= Beginning of Section =
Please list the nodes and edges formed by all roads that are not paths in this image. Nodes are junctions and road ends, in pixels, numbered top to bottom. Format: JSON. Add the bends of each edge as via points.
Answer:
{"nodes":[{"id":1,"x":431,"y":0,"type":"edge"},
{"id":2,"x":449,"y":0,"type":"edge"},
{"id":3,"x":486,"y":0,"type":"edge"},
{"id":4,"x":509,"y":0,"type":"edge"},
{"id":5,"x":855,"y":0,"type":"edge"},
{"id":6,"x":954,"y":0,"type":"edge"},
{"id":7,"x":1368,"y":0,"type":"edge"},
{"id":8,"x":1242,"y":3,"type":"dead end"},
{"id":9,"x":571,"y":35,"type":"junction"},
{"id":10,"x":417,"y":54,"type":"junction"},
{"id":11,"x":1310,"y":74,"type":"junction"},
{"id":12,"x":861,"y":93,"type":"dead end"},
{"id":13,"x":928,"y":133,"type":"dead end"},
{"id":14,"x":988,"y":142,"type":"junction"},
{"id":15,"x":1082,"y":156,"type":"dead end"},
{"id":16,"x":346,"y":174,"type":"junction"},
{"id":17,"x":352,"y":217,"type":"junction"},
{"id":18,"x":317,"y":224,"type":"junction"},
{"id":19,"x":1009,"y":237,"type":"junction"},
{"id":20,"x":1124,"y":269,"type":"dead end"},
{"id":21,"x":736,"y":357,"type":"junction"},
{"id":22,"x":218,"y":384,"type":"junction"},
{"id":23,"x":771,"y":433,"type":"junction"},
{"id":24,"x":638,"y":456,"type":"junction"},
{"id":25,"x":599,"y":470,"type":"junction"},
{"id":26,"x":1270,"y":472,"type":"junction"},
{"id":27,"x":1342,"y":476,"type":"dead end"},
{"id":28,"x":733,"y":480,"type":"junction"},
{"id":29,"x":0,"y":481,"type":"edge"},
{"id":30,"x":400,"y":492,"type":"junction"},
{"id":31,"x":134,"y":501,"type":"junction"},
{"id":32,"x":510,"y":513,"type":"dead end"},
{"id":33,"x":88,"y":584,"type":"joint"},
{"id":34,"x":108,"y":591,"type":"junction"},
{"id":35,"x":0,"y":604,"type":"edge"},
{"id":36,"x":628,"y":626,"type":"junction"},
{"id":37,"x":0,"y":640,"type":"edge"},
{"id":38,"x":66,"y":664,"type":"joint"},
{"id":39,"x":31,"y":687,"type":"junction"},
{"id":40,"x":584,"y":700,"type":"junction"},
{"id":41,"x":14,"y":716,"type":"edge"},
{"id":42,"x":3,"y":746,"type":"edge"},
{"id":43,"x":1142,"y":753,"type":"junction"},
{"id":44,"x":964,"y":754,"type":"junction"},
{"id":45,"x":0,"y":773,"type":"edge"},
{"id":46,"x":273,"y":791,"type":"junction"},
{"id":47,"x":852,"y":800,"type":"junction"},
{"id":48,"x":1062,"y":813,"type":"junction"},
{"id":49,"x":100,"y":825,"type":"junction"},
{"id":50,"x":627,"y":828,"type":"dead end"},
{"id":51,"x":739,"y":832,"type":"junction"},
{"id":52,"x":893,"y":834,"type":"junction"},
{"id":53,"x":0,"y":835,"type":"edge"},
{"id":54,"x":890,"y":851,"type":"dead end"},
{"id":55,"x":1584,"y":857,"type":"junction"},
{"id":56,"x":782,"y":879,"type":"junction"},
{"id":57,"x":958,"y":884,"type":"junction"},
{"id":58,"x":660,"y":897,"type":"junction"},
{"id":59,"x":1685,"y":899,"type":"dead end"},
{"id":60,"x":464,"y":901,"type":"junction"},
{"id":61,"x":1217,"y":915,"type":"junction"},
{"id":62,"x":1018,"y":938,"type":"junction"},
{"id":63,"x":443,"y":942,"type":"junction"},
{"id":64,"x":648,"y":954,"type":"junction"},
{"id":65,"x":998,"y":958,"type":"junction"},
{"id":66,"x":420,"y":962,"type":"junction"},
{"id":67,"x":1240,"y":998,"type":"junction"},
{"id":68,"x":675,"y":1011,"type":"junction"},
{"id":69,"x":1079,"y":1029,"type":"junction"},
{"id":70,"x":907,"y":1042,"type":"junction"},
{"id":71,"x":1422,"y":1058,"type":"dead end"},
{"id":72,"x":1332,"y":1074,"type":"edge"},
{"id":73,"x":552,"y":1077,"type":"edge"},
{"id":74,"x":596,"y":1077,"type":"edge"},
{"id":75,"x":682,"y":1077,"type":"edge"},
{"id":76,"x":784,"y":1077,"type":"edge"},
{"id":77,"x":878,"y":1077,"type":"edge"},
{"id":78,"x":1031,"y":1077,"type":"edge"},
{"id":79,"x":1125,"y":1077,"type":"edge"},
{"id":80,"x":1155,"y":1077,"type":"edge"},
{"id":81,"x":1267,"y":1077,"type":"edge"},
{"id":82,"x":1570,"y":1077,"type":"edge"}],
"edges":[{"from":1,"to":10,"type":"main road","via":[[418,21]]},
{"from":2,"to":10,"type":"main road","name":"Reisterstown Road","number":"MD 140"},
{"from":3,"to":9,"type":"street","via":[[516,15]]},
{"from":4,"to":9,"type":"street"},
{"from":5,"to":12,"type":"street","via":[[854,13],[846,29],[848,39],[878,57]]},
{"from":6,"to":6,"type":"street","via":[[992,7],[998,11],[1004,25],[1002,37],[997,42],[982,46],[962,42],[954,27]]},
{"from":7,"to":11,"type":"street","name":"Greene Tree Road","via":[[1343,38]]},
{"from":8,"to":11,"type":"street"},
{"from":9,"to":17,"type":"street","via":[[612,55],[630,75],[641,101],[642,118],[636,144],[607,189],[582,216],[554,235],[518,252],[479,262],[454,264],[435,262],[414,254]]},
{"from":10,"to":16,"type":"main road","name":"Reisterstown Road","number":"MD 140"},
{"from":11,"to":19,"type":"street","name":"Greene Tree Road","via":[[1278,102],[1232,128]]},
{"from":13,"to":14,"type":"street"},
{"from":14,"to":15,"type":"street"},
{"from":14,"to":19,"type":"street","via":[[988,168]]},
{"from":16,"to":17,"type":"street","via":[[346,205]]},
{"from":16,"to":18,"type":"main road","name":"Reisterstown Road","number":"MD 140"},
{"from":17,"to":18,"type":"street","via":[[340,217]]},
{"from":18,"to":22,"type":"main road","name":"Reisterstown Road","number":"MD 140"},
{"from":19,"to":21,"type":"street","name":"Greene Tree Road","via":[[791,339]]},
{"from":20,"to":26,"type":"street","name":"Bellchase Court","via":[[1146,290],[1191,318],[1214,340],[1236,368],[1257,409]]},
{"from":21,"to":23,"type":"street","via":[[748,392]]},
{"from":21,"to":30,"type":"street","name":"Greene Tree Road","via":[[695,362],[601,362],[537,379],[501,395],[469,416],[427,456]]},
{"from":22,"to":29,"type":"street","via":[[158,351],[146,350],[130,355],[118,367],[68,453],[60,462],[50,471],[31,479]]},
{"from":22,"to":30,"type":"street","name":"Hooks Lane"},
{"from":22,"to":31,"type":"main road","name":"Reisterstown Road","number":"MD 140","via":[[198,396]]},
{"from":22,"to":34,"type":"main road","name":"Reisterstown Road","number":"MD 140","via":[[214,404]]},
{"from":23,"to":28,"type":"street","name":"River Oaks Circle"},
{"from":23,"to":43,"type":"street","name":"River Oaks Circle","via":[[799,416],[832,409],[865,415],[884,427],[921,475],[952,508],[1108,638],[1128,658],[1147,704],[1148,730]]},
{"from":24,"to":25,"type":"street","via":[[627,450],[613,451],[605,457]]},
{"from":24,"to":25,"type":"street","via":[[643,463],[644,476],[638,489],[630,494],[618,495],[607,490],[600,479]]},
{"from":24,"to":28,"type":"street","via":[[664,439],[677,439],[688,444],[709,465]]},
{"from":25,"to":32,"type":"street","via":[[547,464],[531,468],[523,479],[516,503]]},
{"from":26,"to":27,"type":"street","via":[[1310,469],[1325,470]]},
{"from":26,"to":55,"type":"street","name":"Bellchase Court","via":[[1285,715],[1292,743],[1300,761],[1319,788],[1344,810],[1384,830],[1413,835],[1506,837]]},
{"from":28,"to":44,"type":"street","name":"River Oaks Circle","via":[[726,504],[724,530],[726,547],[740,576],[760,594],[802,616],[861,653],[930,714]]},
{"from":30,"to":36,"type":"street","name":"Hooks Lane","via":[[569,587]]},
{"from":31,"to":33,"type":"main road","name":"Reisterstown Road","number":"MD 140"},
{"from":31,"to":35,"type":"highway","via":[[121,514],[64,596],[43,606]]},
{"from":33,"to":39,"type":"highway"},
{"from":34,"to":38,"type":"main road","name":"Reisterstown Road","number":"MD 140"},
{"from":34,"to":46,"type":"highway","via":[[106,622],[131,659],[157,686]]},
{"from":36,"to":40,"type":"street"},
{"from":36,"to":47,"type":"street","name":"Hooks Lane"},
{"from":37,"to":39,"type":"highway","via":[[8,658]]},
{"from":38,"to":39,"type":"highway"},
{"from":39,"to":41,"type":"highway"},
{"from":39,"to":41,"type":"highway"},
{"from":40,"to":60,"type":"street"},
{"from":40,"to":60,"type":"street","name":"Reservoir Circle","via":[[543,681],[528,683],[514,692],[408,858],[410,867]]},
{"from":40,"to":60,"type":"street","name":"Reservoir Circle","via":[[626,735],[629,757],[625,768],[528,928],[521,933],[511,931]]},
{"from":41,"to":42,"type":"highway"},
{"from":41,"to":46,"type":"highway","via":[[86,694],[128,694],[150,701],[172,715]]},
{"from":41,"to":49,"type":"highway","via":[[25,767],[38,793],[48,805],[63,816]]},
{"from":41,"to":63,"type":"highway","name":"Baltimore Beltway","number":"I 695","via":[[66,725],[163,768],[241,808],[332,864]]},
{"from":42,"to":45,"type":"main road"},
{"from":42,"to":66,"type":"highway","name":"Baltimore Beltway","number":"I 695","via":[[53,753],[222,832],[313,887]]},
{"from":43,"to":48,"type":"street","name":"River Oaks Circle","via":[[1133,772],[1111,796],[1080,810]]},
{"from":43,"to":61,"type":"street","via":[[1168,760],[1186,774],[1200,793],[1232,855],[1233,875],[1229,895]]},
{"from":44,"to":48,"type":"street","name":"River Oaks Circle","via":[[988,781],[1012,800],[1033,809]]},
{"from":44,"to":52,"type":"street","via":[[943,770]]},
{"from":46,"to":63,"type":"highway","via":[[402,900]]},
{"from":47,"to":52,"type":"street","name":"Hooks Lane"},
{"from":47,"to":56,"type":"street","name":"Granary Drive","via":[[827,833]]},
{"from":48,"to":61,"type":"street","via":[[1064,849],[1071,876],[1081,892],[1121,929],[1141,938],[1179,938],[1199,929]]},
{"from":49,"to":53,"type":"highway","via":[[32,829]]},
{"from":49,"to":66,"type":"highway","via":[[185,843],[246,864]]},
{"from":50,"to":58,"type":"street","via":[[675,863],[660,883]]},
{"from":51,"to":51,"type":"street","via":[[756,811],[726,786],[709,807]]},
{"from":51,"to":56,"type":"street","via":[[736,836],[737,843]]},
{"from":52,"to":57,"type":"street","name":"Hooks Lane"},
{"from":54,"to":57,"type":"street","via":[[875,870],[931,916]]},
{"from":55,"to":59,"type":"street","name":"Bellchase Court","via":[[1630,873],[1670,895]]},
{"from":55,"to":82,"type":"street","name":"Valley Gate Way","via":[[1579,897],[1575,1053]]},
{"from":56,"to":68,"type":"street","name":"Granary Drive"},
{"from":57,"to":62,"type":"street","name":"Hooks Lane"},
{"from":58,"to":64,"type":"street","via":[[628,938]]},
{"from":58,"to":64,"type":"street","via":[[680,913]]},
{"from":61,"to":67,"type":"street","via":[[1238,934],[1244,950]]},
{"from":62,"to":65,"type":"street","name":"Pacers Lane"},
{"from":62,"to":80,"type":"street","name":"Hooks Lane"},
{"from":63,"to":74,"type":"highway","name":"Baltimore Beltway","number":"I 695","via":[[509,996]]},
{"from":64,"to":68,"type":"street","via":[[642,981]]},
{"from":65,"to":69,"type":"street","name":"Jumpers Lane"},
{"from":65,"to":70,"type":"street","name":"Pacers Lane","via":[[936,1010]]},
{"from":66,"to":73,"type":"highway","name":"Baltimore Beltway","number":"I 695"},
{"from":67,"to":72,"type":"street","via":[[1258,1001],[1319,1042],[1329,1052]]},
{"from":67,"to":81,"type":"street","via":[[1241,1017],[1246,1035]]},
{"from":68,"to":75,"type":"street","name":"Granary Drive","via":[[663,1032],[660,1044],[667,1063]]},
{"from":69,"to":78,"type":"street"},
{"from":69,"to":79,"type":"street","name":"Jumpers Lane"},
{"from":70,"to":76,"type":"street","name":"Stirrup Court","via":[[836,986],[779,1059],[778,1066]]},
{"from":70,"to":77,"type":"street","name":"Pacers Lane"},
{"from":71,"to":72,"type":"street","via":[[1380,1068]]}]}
= End of Section =
- _Aim of the task_: Among the entries above, identify all lines with "Baltimore" and copy them.

- _Answer space_:
{"from":41,"to":63,"type":"highway","name":"Baltimore Beltway","number":"I 695","via":[[66,725],[163,768],[241,808],[332,864]]},
{"from":42,"to":66,"type":"highway","name":"Baltimore Beltway","number":"I 695","via":[[53,753],[222,832],[313,887]]},
{"from":63,"to":74,"type":"highway","name":"Baltimore Beltway","number":"I 695","via":[[509,996]]},
{"from":66,"to":73,"type":"highway","name":"Baltimore Beltway","number":"I 695"},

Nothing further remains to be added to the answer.